As I mentioned earlier this week, widows need to be prepared for disappointment. So many people have so many good intentions, but the reality is many folks simply will not be there when you need them.
However, that’s not necessarily because they are insensitive. Many times, people don’t know how to follow-up on their offer to provide help. In those cases, we can help make it easier for them.
Here’s how to ask for help without feeling like a total heel in the process
1. Create a list of ideas in advance
Ok, I know this is absolutely not realistic for some of you, particularly if your husband has just died. You can barely get out of bed in the morning and are lucky if you remember how to run the coffeemaker most days.
But if you are able to create a list – even if it’s just in your head – of ways people could help, you can immediately respond to every offer you receive. When someone says, “let us know how we can help,” you can say on the spot, “well, I could really use X,Y or Z.”
Actually, if you’re stuck in that grief fog which makes it impossible to do anything, ask the next friend who wants to help if they can write down your list. Seriously. Say, “I don’t know what I need right now, but do you have 5 minutes to help me figure it out?”
2. Enlist a friend to do the dirty work
The bonus of having a friend brainstorm a list with you is that person may pick a few items and run with them. Oh, you need someone to weed the garden? They may just say they can take care of that.
Even if you don’t have a friend help you create a list, don’t be afraid to approach someone you trust to rally the troops. You may feel awkward asking for something for yourself. In that case, let a best friend, sister or other confidante do it for you.
It helps if that person is keyed into your support network – i.e. a member of your church or school community – but it’s not necessary. You’d be amazed at what an extrovert with a list of names can accomplish.
3. Turn to technology
Personally, I hate putting people on the spot. I hate making others feel like they have to say yes. My worst fear is I’ll ask someone for help, they’ll oblige and later I’ll learn they were in the middle of their own personal crisis. Talk about a situation that would make you feel like a heel!
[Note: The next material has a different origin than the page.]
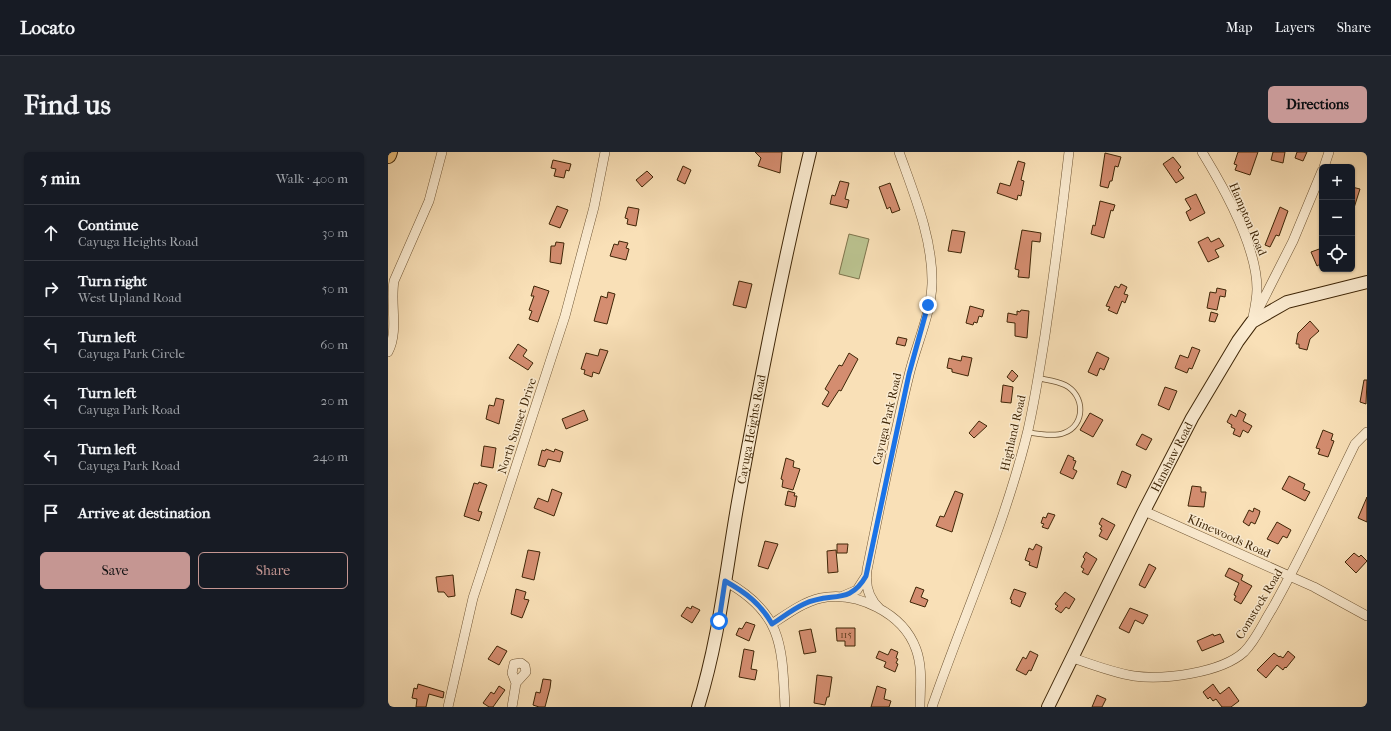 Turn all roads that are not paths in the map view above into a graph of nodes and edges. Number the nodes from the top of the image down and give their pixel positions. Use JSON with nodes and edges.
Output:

Fortunately, like so much in today’s world, technology comes to the rescue. There are a number of websites that make it easy to say what you need without putting pressure on anyone to respond yes. Here’s a sample:
- GoFundMe: This is probably is the most popular site for financial support. If you need help paying for the funeral or making ends meet, this can be a low-key way for others to help cover costs.
- Take Them a Meal: One of the easiest ways to provide support to a grieving family is to bring food. However, anyone who’s been on the receiving end of this generosity knows it can be overwhelming if multiple people bring meals on the same day. Websites like Take Them a Meal let friends and relatives sign up for a day and see what others are bringing as well. Then you won’t end with lasagna five days in a row either.
- SignUpGenius: This website serves as a great catch-all for everything else. You could list anything from rides for your kids to housecleaning to lawn care here. Like the other options above, the beauty of this method is people can see where you need help without feeling pressured into something specific.
I think it would be perfectly reasonable to set up one of these sites yourself. Tell your friends and relatives that many people have offered help and this is the easiest way to share what your family needs right now. But if that feels awkward, talk to a friend or relative about doing it on your behalf.
4. Practice your delivery
Many of us are programmed to be self-sufficient. We don’t want to think we need others, and we certainly don’t want to ask for help. But if you’re a widow who is struggling, you need to put that pride aside.
There is no shame in asking for help, but for those not accustomed to doing so, you may find it helps to have a standard “pitch” in mind before talking to someone. Yes, I know. Pitch makes it sound so salesy, and if you have a better word, let me know.
But practice saying something like this until it feel natural:
- This may sound silly, but I’m having a lot of trouble doing X. Could you help me?
- I’m feeling a bit overwhelmed by X. Could you help me by doing Y?
- You mentioned earlier you might be able to help me out if needed. I’m having some difficulty with X. Could you help with that?
You may notice these all have qualifiers on them. You could certainly leave those out and go straight to the meat of your request, but I’ve found it’s easier to make a request if I ease into it by acknowledging how I’m feeling.
5. Be specific and limited in requests
Finally, the best way to get the help you need is to be specific. Telling someone you might need help getting Timmy home from practice is a lot different than saying Timmy has practice at 5pm on Wednesday and needs a ride.
The first example is vague. Even if someone responds that they can help, you’ll still need to follow-up with them which is one more thing to worry about during a time when you’re already overwhelmed.
Plus, people might be more likely to help if they know it’s only for a specific day and time. They may be hesitant to say yes to something that could have them providing rides for the next three months. But on Wednesday? Sure, they can handle one Wednesday.
No wants to ask for help but that doesn’t mean you should feel bad about doing so. Remember, the people who matter want to be there for you. Anyone who feels put off or offended by your request probably isn’t worth your time or energy. As I’ve said before, focus on those who matter.